ルーファスの掛け声と共に扉が開けられた。


「あっ!」

マティアスとルーファスは同時に叫んだ。

入り口にはルーファスとダスティンが立っていた。


「困った(あるじ)ですね。心配して探しに来たらこんな雨の中で昼寝ですか。」

ルーファスは笑いながらマティアスに雨用のマントを手渡してからフェリシアに向かって言った。

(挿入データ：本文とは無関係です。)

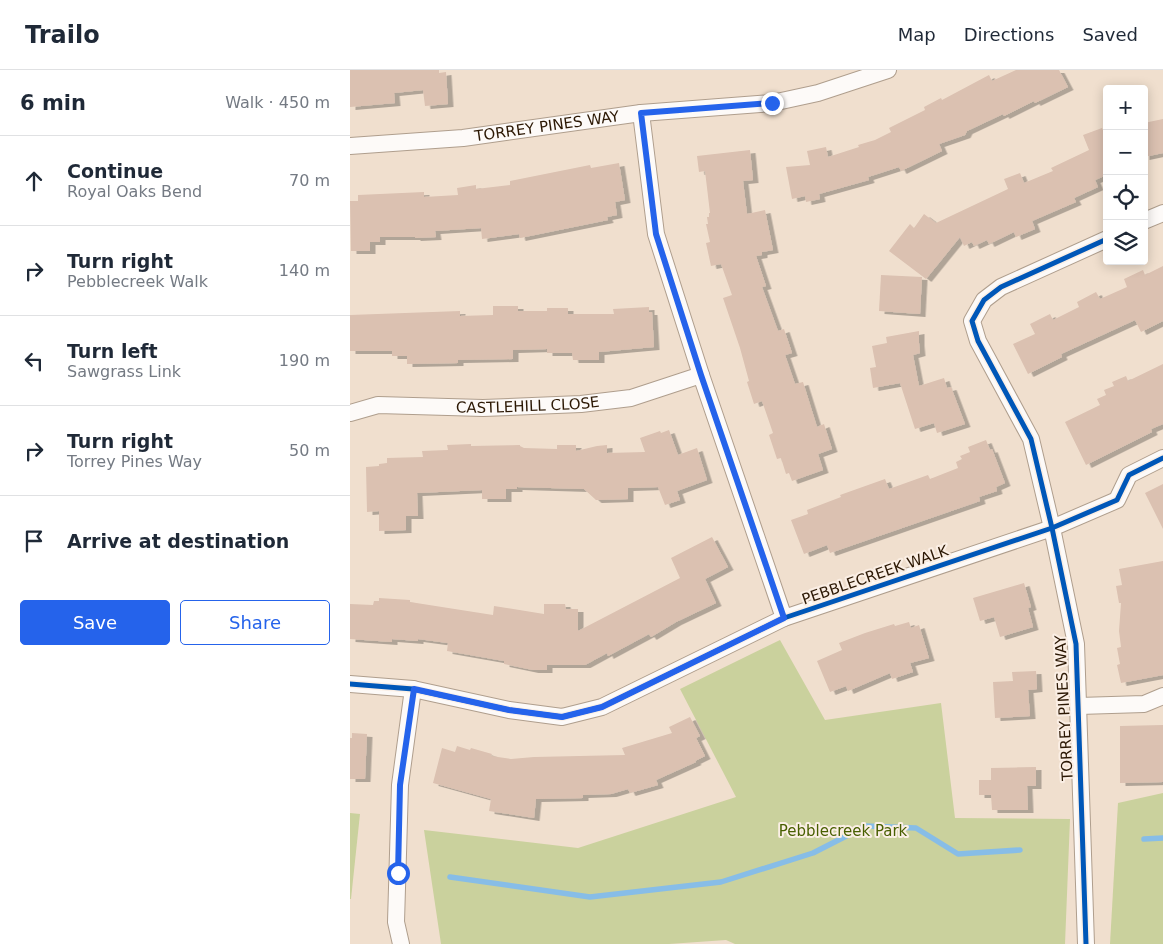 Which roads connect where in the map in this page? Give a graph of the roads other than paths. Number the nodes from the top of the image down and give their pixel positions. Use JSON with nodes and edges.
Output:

「フェリシア様もこのマントを。こちら騎士用なので大きくて重いですがしっかりしてますので。」

「ありがとうございます、ルーファス様。 ダスティンもね。」


「さぁ、急いで小降りのうちに戻りましょう。言いたいことは執務室に戻ってから聞きますよ。」

ルーファスはテキパキと馬の支度を整えた。


「フェリシアだいぶ体が冷たくなっているな。大丈夫か?」

「はい、殿下。」

大丈夫と返事をしたが、髪もドレスも濡れて冷たくなりフェリシアの体力は限界だった。


「幹部用の浴室に湯浴みの用意をしてありますから。」

「ルーファス、気がきくな。助かるよ。」


四人と三頭は騎士団棟へと急いだ。